Tale spirito d’iniziativa e disagio fu ben percepito da tutti quei movimenti rivoluzionari che alla fine degli anni sessanta impregnavano il tessuto cittadino, tra cui il Collettivo politico metropolitano, (Cpm) nel quale militarono molti dei futuri brigatisti: Renato Curcio, Corrado Simioni, Mario Moretti.

Le masse infatti, nelle intenzioni del Cpm andavano educate alla ribellione e a diffidare di qualunque via democratica del potere. Se si voleva farle crescere politicamente a livello decisionale,dovevano restare lontano da partiti e sindacati, coltivando ognuna la propria battaglia da rovesciare poi in una lotta sociale generalizzata contro lo Stato imperialista delle multinazionali.

Il Collettivo Politico metropolitano nel corso del tempo, verrà attraversato da correnti interne di natura diversa che lo porterà a dividersi sostanzialmente in due parti, la prima con Renato Curcio darà il via all’epopea delle Brigate Rosse, l’altra con Corrado Simioni al Superclan che prenderà poi la forma di un istituto di formazione a Parigi denominato Hyperion; a cui sarà legato anche Mario Moretti quando arrestato Curcio si porrà a capo delle stesse brigate.

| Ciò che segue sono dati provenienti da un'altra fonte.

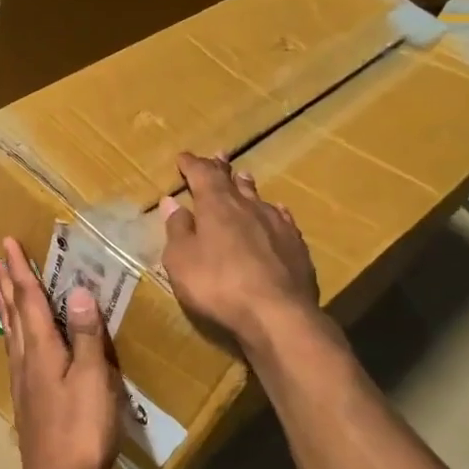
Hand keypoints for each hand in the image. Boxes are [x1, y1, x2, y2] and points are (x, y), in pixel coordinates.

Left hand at [0, 236, 122, 468]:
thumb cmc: (81, 430)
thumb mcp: (93, 379)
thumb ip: (85, 335)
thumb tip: (77, 290)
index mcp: (41, 350)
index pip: (29, 300)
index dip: (20, 270)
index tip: (6, 243)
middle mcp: (26, 361)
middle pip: (13, 314)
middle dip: (6, 284)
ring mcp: (25, 383)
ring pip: (12, 334)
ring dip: (7, 306)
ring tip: (1, 290)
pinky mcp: (30, 401)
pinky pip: (18, 354)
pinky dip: (16, 334)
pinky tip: (20, 344)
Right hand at [160, 152, 339, 352]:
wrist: (277, 313)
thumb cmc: (217, 285)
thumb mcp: (181, 260)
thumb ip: (177, 229)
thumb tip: (172, 203)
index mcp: (217, 206)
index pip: (202, 175)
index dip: (192, 165)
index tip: (183, 157)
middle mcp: (249, 206)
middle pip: (233, 181)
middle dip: (221, 168)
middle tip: (218, 155)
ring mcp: (277, 224)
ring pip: (259, 197)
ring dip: (247, 186)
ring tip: (243, 177)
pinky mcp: (296, 246)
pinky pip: (281, 218)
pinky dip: (272, 211)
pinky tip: (276, 212)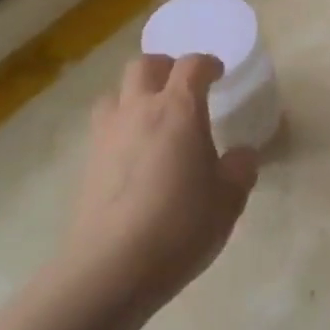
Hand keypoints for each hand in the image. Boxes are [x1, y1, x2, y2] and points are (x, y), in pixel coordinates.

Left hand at [54, 53, 259, 322]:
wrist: (113, 265)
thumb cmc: (181, 225)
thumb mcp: (228, 200)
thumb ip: (240, 169)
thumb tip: (242, 154)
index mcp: (179, 110)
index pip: (191, 66)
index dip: (207, 64)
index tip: (218, 73)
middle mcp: (139, 110)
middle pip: (144, 65)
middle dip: (165, 67)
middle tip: (182, 87)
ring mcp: (107, 133)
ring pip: (116, 91)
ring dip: (135, 93)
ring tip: (152, 117)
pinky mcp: (88, 160)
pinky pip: (104, 124)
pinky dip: (120, 124)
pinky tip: (133, 153)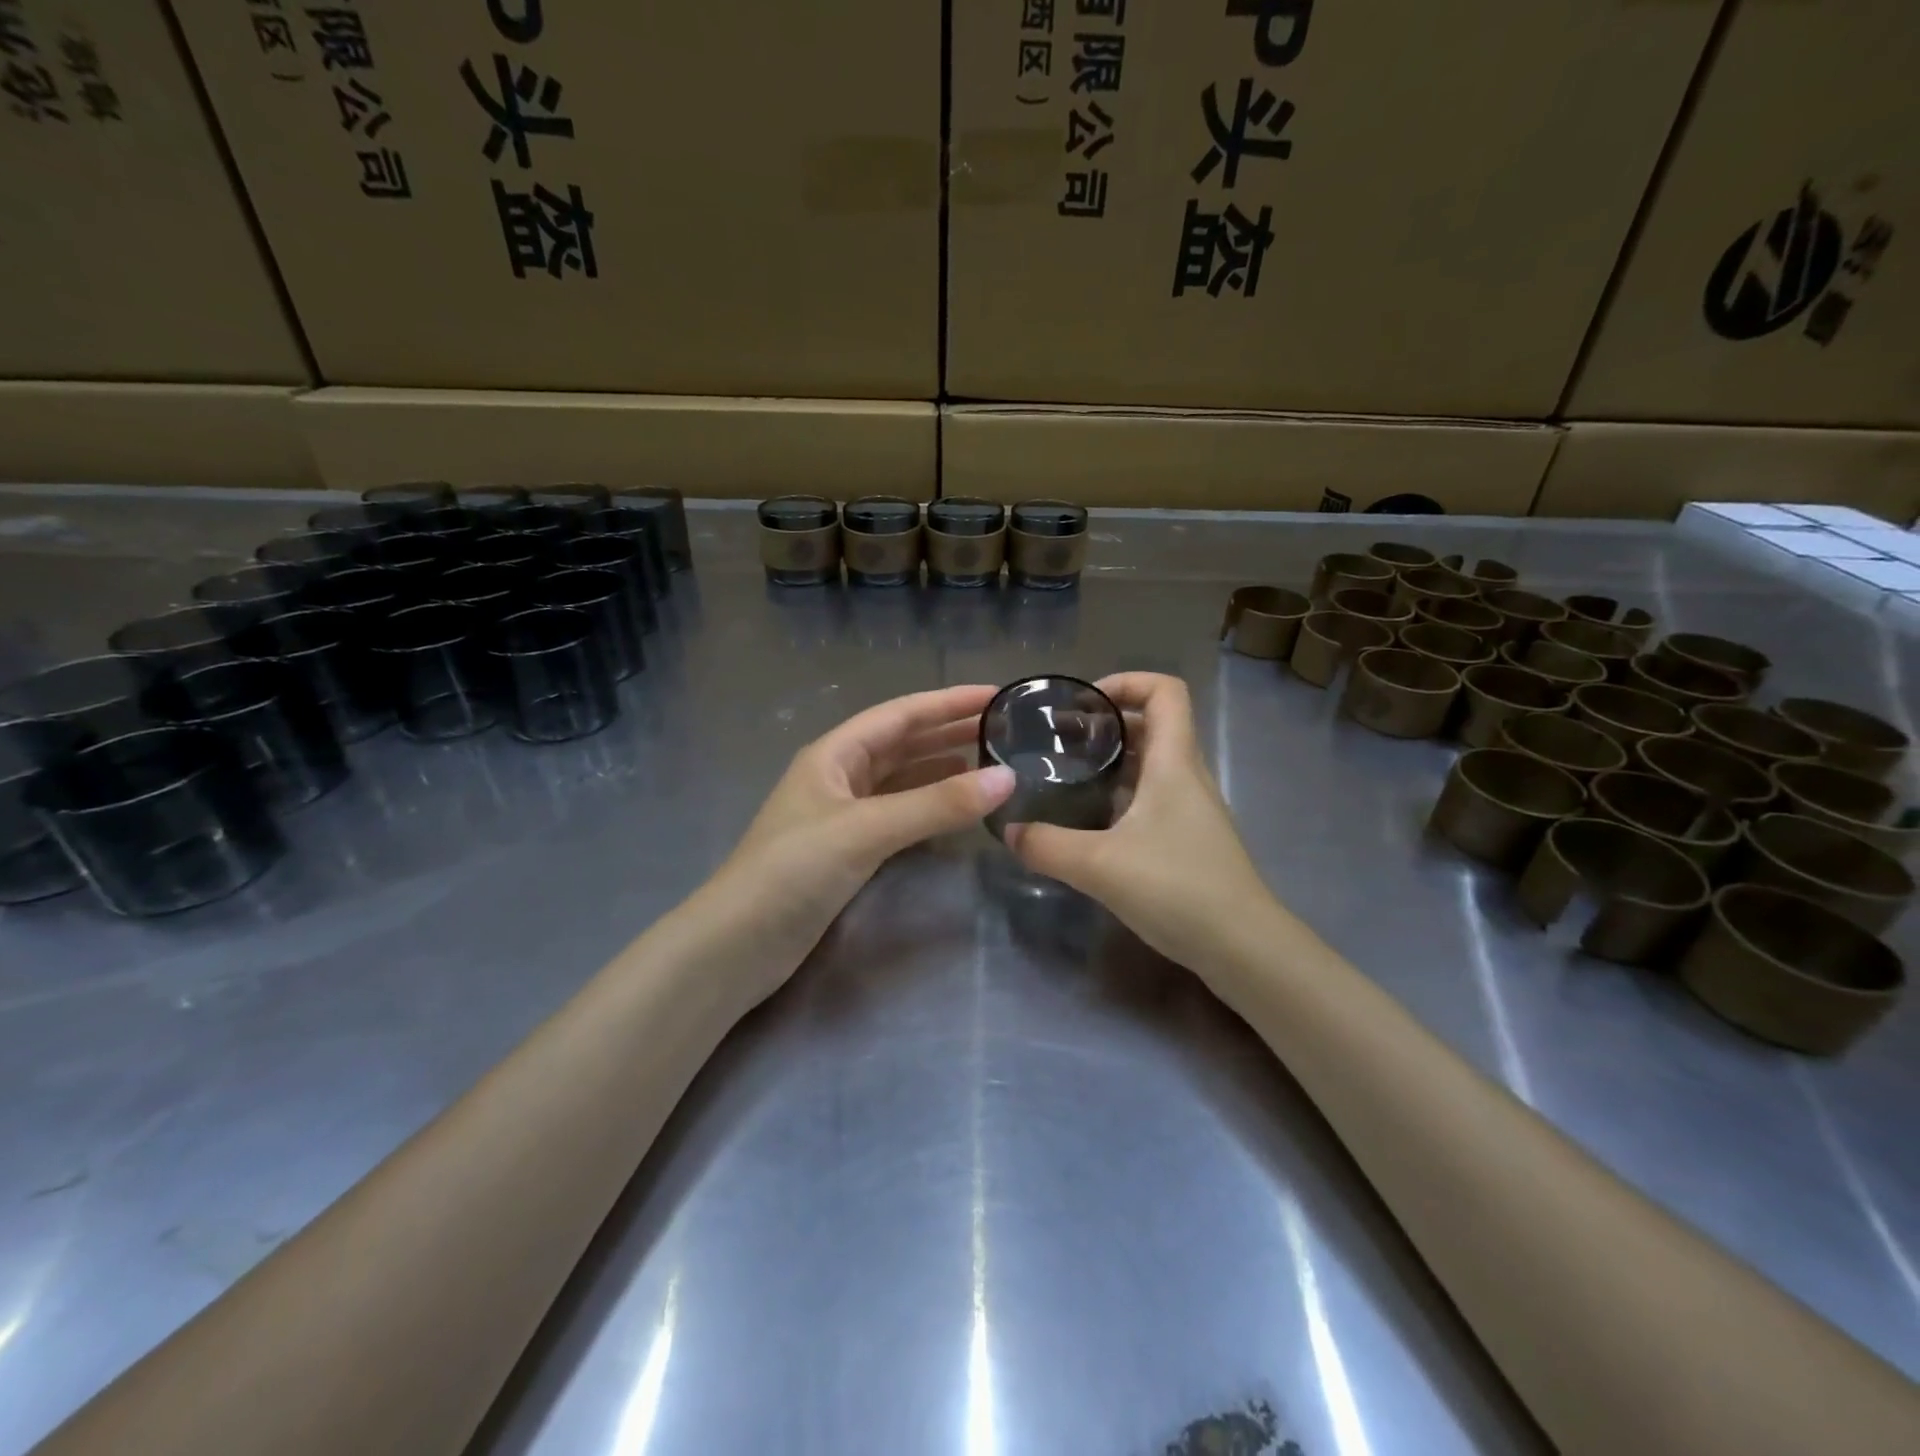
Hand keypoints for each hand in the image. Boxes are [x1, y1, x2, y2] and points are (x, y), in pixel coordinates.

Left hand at [691, 684, 1015, 999]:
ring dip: (942, 768)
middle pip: (902, 743)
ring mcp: (843, 814)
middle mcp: (839, 775)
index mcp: (834, 753)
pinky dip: (929, 806)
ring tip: (990, 764)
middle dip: (949, 731)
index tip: (996, 695)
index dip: (948, 702)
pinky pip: (899, 814)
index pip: (901, 714)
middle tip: (1003, 728)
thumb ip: (936, 804)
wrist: (737, 944)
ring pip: (902, 779)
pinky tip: (955, 809)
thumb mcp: (867, 829)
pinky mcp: (848, 850)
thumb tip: (1007, 778)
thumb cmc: (794, 870)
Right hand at [1005, 673, 1273, 973]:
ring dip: (1112, 761)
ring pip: (1151, 764)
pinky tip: (1089, 823)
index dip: (1126, 682)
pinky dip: (1120, 796)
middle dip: (1106, 723)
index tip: (1083, 703)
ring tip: (1067, 776)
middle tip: (1060, 741)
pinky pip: (1152, 798)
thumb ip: (1047, 845)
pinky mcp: (1188, 839)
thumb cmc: (1177, 888)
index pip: (1165, 691)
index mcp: (1174, 762)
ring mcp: (1191, 810)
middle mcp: (1186, 776)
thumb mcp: (1099, 865)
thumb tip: (1010, 831)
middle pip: (1153, 725)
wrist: (1242, 948)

Le due fazioni quindi portarono avanti l’idea della guerra di classe affiancata però ad una maniera diversa del conflitto armato, che per sostenersi non eluse,comunque, in entrambi i casi dal commettere: rapine,espropri, furti, disarmo di poliziotti, ricatti e di approvvigionarsi di materiale bellico tramite il mercato nero internazionale delle armi. Persone influenti come l’editore Giangiacomo Feltrinelli  saranno, inoltre, un punto di aggancio ed economico molto importante. Il delitto di Aldo Moro segnerà invece il punto del non ritorno per l’ideologia della lotta armata. Ma già prima intorno al 1975 con la forte svalutazione della lira e l’iperinflazione di quegli anni per le Brigate Rosse comincerà a mancare il contatto con la vita sociale, venendo meno lo stesso vincolo con le persone che scendevano in piazza e che non erano più solo di classe operaia-proletaria ma giovani precari con un futuro molto più incerto dettato da una crisi economica di maggiore gettata.

Il libro porta come esito del fallimento della struttura brigatista proprio questo suo allontanamento dalla realtà di classe, verso una visione stragista e sanguinaria della politica come rimedio ad ogni male. Infiltrazioni poi di personaggi dei servizi segreti di varia nazionalità all’interno del medesimo gruppo e lo stesso contatto con l’Hyperion francese di natura poco limpida e fulcro di numerose iniziative terroristiche a livello europeo porrà il problema di cosa, in effetti, alla fine siano diventati questi gruppi rivoluzionari dell’anti-imperialismo. E se il loro epilogo non abbia risposto in verità a comandi pilotati superiori dopo un utilizzo diverso dalla creazione per cui erano nate.

Aperto rimane, invece, lo scenario futuro che nella teoria marxista, sotto il diktat del mercato finanziario capitalistico, vedeva il costo della decadenza generale della democrazia, pagato unicamente dalla classe proletaria: attraverso una continua perdita del numero dei salariati e dell’occupazione stabile, generando una popolazione espulsa in modo definitivo dai processi di produzione,con l’aumento delle sacche di emarginati sociali. Che inutile a dirlo bene si lega ai giorni nostri e inevitabilmente una domanda ci si pone alla mente: che la nostra crisi non  sia anche l’esito di una coscienza di classe mancata, anzi manovrata e scesa a compromessi per eclissarsi e rigenerare  come  nei peggiori ricorsi storici  l’asfissiante crollo economico e socioculturale che ancora oggi ci attanaglia?